(Collected data entries)
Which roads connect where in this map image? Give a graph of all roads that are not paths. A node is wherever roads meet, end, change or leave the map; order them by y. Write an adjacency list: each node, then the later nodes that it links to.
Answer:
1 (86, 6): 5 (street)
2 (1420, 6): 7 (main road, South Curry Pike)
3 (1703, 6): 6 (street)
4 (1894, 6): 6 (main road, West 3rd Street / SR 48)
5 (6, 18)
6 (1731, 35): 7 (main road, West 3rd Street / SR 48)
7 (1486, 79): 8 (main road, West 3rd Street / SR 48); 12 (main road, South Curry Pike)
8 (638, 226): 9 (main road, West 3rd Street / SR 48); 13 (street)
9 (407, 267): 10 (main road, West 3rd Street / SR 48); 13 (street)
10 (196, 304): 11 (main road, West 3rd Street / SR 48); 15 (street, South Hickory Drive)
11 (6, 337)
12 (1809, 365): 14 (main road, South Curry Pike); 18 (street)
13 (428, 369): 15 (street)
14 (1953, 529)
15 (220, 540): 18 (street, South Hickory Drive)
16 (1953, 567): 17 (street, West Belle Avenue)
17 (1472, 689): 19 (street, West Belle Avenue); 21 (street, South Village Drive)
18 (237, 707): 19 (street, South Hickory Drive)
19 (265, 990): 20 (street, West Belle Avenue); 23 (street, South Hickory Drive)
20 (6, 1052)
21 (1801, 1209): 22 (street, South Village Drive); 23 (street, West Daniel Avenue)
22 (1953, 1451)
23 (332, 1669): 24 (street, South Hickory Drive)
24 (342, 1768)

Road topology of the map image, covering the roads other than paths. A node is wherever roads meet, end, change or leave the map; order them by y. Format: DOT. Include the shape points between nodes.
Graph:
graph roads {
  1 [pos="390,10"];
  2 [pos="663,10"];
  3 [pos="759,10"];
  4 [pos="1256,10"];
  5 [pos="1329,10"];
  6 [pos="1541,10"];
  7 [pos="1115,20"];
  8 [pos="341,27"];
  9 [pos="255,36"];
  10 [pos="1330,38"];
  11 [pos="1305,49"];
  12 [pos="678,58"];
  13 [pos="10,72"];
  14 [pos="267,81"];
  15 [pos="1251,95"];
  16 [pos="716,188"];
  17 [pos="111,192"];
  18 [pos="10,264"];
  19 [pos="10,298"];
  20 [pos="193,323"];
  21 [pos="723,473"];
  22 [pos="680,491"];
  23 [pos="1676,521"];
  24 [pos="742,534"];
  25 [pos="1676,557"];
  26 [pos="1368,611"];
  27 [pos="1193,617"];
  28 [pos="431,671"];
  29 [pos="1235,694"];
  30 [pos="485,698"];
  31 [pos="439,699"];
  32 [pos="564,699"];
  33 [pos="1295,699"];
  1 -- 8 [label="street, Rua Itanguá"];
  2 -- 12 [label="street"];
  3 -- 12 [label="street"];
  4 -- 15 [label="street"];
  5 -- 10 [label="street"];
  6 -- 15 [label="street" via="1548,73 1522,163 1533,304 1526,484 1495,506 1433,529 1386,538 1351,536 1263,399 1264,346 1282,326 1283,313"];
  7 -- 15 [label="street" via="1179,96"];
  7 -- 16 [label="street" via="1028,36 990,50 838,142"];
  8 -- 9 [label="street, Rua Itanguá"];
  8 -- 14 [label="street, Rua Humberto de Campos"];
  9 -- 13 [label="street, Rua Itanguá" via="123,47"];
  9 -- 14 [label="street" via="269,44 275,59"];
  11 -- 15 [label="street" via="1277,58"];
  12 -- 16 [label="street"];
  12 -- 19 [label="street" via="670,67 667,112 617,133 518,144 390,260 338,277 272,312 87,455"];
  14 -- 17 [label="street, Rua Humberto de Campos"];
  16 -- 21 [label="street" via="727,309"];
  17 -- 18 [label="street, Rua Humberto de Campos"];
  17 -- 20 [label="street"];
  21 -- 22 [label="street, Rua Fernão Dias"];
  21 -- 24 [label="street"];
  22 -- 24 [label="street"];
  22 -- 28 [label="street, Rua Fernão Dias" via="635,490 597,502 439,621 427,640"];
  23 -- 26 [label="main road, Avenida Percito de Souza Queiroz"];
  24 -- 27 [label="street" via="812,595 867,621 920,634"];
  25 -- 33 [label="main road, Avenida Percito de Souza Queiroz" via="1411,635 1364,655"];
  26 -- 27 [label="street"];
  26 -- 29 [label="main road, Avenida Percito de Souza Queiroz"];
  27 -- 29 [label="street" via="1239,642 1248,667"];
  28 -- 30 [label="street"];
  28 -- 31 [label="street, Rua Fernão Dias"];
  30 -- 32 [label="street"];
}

### Aim of the task:
Lines with the string "change" in the data above: say how many there are, giving the number alone.

### Reply to the exercise:
2